The upcoming Budget is likely to aid the larger vote bank and not for organisations which we have seen in the near past. I think the expectation of a reduction in corporate tax rate might not come through in this Budget as well, based on the fact that this is the last Budget that they are putting out.
In recent elections, if anything is to go by, BJP might have more to worry about that they had historically. Now, looking at this Budget, there are some things we want to come out as reforms.
Most importantly, it would be the removal of Security Transaction Tax.
STT which has been charged for quite a few years now was initially meant as a way to cover the loss of revenue from the long-term Capital tax being abolished.
We would like for this tax to be reduced or revoked because this has a material impact on the capital markets and the liquidity in the market.
I think what this does is that it makes it hard for retail traders to breakeven on their transaction intraday because this tax is paid irrespective of whether the trader is making or losing money on that individual trading intraday.

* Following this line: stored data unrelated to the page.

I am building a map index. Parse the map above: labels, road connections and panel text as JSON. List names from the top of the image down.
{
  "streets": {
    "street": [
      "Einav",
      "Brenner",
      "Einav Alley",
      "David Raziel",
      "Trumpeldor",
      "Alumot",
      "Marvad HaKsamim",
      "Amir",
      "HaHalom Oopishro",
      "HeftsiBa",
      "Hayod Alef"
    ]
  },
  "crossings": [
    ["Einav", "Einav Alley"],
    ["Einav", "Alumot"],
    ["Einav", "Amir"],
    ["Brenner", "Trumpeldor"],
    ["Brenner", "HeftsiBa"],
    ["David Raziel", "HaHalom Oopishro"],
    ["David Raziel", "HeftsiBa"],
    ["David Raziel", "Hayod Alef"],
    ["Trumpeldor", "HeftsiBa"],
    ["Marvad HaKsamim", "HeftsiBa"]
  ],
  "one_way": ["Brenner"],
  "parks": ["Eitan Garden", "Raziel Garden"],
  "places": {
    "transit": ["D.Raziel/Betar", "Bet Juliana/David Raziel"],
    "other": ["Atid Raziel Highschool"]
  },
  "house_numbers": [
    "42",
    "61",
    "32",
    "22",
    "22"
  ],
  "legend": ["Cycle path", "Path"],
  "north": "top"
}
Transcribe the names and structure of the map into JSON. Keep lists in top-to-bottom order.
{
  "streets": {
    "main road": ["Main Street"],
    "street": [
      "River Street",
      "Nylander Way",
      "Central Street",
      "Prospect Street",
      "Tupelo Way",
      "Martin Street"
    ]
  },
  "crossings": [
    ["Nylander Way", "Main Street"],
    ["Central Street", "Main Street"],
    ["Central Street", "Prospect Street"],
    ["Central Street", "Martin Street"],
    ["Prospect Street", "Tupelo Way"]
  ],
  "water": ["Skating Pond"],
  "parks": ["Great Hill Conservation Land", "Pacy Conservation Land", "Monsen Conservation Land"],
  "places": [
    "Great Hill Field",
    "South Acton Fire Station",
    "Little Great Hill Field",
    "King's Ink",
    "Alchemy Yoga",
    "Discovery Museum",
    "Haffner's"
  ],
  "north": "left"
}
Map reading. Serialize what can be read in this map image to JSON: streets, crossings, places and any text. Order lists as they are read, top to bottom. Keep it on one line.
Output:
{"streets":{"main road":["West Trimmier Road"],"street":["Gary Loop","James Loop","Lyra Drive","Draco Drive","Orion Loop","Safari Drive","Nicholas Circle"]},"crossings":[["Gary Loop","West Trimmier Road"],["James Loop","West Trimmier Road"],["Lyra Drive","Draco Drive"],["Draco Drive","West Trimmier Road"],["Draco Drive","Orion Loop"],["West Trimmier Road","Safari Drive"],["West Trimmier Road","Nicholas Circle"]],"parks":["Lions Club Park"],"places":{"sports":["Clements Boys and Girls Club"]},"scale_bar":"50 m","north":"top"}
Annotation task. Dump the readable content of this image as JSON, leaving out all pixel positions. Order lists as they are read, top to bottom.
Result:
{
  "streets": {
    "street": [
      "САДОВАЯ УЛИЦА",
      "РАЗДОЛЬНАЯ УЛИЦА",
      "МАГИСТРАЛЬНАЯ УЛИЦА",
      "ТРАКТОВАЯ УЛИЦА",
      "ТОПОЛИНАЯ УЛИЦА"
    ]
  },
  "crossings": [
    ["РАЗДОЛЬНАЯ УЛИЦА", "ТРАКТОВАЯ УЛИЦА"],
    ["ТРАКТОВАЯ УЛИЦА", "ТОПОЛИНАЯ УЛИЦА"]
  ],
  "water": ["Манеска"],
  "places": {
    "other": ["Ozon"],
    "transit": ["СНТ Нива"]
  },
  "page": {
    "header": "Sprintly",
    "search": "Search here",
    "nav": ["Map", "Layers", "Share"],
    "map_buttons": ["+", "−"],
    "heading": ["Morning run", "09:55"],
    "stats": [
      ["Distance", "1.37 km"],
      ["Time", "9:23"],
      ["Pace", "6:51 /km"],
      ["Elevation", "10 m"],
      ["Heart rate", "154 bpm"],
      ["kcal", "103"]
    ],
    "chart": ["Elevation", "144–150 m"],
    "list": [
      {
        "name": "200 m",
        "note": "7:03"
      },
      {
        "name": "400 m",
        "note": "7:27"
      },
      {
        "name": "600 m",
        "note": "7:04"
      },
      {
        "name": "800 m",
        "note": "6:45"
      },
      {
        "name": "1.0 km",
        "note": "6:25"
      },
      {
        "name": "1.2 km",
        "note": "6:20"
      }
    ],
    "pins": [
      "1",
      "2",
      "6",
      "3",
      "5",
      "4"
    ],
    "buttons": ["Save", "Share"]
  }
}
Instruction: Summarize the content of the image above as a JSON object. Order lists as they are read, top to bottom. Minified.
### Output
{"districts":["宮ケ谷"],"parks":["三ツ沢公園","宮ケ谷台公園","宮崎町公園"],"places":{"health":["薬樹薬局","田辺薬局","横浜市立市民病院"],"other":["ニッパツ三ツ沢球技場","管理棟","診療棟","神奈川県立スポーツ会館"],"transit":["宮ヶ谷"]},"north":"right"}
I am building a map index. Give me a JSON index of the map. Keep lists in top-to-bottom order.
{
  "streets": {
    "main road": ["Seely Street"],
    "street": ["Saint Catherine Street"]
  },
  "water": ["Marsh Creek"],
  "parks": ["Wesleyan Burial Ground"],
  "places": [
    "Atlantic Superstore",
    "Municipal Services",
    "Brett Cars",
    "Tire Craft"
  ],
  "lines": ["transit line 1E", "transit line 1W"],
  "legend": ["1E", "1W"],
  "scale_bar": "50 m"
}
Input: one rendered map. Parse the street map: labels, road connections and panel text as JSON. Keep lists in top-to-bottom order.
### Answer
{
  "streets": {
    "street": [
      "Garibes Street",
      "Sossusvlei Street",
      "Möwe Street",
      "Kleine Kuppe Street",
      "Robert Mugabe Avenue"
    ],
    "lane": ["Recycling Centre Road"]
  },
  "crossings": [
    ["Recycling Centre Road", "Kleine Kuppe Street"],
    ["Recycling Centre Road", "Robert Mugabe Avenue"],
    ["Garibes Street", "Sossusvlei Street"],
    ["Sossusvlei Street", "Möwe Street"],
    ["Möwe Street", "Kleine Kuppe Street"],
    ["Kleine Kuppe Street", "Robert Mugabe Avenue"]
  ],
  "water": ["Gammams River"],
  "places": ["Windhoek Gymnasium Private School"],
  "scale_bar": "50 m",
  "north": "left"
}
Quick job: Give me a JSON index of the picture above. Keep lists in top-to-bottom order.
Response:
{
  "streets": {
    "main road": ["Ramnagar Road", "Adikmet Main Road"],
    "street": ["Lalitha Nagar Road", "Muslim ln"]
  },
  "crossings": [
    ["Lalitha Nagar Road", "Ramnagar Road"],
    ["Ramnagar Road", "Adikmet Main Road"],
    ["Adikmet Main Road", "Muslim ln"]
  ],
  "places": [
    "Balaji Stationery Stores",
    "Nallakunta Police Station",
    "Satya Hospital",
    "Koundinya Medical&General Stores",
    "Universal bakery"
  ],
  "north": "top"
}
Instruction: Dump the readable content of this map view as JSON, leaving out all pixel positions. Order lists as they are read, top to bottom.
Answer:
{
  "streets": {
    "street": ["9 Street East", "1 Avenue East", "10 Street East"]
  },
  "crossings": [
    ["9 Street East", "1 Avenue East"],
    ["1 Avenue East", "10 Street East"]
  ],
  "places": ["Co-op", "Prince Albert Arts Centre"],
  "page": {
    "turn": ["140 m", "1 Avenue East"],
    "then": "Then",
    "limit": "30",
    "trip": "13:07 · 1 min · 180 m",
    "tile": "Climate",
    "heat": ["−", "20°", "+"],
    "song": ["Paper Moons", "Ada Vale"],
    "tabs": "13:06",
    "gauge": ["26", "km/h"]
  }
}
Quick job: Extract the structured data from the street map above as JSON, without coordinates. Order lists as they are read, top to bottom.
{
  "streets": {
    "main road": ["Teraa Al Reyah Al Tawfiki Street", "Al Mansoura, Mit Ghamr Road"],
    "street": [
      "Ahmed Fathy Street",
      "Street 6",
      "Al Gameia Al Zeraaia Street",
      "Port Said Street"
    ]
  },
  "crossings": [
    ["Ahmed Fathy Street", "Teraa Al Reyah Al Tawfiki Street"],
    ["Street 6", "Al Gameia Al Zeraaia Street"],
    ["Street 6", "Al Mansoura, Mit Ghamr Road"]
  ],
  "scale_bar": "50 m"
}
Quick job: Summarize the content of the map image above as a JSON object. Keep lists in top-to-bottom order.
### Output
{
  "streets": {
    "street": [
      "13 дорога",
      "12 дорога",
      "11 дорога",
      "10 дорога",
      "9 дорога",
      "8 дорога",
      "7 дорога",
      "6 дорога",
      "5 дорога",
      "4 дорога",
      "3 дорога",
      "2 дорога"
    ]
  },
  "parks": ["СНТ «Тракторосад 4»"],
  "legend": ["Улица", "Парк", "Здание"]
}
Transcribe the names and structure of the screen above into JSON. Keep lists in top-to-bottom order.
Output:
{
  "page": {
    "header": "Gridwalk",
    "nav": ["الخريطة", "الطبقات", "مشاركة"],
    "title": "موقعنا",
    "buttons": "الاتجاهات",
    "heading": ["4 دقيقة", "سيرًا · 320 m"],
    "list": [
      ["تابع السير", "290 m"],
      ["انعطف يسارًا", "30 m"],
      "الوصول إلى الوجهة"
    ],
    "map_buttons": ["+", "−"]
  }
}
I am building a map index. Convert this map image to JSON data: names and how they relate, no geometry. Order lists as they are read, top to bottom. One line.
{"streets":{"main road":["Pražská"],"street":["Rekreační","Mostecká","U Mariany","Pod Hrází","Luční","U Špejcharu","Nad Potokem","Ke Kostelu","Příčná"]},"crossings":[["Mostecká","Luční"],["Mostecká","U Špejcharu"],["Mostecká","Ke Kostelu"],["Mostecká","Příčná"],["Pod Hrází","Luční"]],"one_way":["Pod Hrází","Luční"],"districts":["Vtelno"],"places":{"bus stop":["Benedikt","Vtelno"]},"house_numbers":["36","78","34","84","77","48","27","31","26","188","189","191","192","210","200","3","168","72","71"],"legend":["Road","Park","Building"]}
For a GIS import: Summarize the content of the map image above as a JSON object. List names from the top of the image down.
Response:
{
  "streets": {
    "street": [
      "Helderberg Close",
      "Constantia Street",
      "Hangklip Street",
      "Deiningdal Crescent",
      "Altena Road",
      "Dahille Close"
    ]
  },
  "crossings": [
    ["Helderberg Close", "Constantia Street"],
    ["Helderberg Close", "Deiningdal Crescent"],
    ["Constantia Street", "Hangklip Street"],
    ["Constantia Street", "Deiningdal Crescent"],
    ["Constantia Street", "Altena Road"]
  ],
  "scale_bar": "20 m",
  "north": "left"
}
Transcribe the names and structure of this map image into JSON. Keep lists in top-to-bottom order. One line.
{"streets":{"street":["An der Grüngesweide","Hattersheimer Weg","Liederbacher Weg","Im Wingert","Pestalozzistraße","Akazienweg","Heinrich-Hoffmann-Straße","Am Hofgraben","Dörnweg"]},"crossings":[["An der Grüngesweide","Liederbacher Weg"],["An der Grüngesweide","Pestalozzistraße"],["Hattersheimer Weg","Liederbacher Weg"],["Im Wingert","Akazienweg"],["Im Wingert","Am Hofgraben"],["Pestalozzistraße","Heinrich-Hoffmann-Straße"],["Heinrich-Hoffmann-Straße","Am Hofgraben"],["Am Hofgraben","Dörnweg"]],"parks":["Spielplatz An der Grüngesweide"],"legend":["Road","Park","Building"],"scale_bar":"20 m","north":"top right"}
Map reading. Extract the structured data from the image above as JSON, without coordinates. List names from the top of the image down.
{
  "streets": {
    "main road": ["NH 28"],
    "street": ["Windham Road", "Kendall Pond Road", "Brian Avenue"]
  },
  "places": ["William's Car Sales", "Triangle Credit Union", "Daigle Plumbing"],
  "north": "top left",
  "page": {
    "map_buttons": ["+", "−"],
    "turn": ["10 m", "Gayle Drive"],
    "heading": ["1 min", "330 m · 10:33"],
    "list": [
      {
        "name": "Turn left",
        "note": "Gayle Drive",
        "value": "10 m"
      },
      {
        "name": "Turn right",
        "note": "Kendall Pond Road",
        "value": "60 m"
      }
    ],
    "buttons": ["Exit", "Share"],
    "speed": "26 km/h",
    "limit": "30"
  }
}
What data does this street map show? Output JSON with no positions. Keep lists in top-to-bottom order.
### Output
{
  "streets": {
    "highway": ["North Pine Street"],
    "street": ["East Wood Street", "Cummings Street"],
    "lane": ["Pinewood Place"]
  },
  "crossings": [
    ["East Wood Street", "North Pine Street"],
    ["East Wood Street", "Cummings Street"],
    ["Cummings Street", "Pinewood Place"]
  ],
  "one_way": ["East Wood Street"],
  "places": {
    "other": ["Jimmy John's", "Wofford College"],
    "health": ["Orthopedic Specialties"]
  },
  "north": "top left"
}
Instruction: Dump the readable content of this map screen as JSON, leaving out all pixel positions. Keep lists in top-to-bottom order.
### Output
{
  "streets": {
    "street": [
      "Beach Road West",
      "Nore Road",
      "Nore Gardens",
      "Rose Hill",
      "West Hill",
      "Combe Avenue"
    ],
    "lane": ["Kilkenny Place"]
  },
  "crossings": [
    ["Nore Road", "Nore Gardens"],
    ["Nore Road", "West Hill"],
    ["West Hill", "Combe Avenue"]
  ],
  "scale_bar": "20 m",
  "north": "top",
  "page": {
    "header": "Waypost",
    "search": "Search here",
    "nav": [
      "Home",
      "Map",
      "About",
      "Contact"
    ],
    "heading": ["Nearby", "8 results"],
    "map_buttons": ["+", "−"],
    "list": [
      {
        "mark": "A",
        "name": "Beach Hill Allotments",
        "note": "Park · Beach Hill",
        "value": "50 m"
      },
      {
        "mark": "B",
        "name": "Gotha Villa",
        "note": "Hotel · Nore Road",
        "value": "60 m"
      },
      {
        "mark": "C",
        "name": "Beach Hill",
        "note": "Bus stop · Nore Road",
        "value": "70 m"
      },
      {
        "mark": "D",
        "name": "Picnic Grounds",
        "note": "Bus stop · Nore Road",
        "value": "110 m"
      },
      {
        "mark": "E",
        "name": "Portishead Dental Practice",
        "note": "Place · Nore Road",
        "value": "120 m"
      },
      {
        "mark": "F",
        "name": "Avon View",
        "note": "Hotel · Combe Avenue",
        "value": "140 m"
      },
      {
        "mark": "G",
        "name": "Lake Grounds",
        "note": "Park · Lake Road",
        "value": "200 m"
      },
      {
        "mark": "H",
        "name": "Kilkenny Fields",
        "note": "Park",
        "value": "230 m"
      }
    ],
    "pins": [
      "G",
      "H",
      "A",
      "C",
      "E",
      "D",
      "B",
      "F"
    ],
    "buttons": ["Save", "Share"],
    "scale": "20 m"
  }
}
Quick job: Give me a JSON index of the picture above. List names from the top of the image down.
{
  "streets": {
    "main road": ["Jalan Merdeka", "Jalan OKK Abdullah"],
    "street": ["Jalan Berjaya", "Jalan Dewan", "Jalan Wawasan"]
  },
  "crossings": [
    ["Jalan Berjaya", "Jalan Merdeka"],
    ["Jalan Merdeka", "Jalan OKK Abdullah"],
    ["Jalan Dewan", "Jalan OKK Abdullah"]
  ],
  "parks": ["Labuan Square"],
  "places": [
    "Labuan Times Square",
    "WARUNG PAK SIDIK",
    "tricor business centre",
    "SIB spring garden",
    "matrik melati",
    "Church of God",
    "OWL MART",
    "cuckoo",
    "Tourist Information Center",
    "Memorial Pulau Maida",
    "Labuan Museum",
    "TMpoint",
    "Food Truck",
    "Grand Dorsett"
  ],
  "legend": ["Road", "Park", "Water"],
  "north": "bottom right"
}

We are also looking for the long-term capital gain tax exemption which has been around for a while now to continue.
We would like to see the long-term capital tax rate to remain at zeros so as to encourage long-term investment from the Indian community.
Now, apart from this, we would like to see a separate tax exemption for long-term life insurance which would help the insurance industry immensely.
Increasing the limits on affordable housing, increasing TDS limit for bank interests and pushing UPI and the whole process of online on-boarding even harder, are some of the other reforms that we would like to see with this budget.